I'm implementing a PCIe driver, and I'd like to understand at what level the interrupts can be or should be enabled/disabled. I intentionally do not specify OS, as I'm assuming it should be relevant for any platform. By levels I mean the following:
- OS specific interrupts handling framework
- Interrupts can be disabled or enabled in the PCI/PCIe configuration space registers, e.g. COMMAND register
- Interrupts also can be masked at device level, for instance we can
configure device not trigger certain interrupts to the host
I understand that whatever interrupt type is being used on PCIe (INTx emulation, MSI or MSI-X), it has to be delivered to the host OS.
So my question is really -- do we actually have to enable or disable interrupts on every layer, or it's sufficient only at the closest to hardware, e.g. in relevant PCI registers?
Disabling interrupts at the various levels usually has completely different purposes.
Disabling interrupts:
- In the OS (really, this means in the CPU) - This is generally about avoiding race conditions. In particular, if state/memory corruption could occur during a particular section of code if the CPU happened to be interrupted, then that section of code will need to disable interrupt handling. Interrupt handlers must not acquire normal locks (by definition they can't be suspended), and they must not attempt to acquire a spin-lock that is held by the thread currently scheduled on the same CPU (because that thread is blocked from progressing by the very same interrupt handler!) so ensuring data safety with interrupt handlers can be tricky. Handling interrupts promptly is generally a good thing, so you want to absolutely minimise such sections in any code you write. Do as much of your interrupt handling in secondary interrupt handlers as possible to avoid such situations. Secondary interrupt handlers are really just callbacks on a regular OS thread which doesn't have any of the restrictions of a primary interrupt handler.

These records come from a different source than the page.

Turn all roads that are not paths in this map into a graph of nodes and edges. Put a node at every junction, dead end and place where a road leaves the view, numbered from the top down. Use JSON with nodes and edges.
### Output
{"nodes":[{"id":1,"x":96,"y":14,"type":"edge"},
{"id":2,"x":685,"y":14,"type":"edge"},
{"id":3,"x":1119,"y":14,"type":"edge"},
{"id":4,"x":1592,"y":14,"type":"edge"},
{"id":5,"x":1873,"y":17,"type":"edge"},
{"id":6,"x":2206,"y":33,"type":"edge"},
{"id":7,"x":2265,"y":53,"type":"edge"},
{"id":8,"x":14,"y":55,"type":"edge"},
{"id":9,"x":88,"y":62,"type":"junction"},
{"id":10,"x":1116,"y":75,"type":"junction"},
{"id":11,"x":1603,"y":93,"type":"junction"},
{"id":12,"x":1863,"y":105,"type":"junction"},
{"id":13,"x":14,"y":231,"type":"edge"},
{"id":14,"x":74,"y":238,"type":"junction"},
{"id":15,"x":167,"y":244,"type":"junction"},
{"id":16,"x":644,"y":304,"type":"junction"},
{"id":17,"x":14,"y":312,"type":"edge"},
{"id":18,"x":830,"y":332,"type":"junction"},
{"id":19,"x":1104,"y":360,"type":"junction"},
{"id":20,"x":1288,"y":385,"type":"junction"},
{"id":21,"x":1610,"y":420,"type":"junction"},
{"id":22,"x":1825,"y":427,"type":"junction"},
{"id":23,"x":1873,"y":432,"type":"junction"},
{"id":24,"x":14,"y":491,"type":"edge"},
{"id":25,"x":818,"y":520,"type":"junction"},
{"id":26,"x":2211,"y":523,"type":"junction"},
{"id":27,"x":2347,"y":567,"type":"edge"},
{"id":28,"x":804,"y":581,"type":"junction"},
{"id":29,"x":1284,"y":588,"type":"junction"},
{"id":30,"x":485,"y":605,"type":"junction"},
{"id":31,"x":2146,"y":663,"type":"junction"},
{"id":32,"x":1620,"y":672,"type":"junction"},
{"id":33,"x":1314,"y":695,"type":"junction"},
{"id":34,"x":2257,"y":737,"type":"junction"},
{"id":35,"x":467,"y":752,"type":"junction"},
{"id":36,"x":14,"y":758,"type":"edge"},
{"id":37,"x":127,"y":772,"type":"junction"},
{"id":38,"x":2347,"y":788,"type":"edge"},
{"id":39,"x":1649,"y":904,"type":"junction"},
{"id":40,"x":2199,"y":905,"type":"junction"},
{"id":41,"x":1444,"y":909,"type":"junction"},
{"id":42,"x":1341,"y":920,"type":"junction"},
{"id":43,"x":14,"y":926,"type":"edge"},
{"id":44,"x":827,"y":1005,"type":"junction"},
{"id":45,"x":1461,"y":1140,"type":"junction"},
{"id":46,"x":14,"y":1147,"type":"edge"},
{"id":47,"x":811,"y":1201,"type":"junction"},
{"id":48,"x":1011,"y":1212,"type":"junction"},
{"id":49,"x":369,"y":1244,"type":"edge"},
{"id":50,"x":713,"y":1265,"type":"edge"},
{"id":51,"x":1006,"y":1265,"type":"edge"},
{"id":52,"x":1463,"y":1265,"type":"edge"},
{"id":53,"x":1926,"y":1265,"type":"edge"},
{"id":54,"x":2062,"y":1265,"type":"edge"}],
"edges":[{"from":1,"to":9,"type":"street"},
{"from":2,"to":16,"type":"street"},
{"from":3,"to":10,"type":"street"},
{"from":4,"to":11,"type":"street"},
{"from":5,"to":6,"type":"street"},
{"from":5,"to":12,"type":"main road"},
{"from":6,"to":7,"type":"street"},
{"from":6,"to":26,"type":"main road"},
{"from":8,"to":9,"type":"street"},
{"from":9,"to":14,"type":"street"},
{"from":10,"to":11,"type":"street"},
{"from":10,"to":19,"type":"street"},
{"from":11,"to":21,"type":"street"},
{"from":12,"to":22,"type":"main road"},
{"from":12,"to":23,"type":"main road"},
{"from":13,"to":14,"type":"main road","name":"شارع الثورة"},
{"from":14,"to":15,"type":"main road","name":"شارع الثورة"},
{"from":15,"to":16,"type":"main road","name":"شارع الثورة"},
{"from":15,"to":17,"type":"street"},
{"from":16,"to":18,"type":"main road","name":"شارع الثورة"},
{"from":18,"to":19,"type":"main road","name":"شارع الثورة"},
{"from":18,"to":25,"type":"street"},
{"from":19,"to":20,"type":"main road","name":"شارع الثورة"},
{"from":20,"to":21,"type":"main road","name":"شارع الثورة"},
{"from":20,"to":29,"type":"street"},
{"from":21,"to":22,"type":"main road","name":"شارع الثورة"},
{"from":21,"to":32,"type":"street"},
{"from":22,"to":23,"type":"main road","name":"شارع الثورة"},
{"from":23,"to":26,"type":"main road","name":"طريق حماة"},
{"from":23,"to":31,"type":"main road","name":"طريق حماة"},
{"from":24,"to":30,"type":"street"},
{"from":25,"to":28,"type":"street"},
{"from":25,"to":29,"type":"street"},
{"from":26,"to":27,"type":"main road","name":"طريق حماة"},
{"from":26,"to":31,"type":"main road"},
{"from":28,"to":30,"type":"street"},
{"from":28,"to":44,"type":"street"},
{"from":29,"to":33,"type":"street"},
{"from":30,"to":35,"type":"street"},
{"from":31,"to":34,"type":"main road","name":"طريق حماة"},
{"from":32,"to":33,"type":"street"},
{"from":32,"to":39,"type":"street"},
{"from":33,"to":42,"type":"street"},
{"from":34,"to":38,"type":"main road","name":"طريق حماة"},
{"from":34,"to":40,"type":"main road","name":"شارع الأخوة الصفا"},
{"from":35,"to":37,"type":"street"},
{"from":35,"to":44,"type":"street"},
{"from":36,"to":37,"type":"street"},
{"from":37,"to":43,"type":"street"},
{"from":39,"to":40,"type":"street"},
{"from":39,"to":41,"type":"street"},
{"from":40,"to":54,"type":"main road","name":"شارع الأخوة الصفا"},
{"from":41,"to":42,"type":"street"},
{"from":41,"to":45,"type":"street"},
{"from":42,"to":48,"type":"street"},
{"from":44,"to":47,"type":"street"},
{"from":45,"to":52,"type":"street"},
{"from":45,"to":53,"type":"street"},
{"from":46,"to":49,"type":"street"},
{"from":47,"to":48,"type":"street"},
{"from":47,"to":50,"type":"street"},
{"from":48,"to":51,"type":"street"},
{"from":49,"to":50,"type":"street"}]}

- PCI/PCIe configuration - It's my understanding this is mainly about routing interrupts, and is something you normally do once when your driver loads (or is activated by a client) and again when your driver unloads (or is deactivated). This may also be affected by power management events. In some OSes, the PCI(e) level is actually handled for you when you activate PCI device interrupts via higher-level APIs.
- On-device - This is usually an optimisation to avoid interrupting the CPU when it doesn't need to be interrupted. The most common scenario is that an event happens on the device, so an interrupt is generated. The driver's primary interrupt handler checks the device registers if the driver needs to do any processing. If so, it disables interrupts on the device, and schedules the driver's secondary interrupt handler to run. The OS eventually runs the secondary handler, which processes whatever information the device has provided, until it runs out of things to do. Then it enables interrupts again, checks once more if there's any work pending from the device and if there are none, it terminates. (If there are items to process in this last check, it re-disables interrupts and starts over from the beginning.) The idea is that until the secondary interrupt handler has finished processing, there really is no point triggering the primary interrupt handler, and a waste of resources, if additional events arrive, because the driver is already busy processing the event queue. The final check after re-enabling interrupts is to avoid a race condition between an event arriving and re-enabling interrupts.
I hope that answers your question.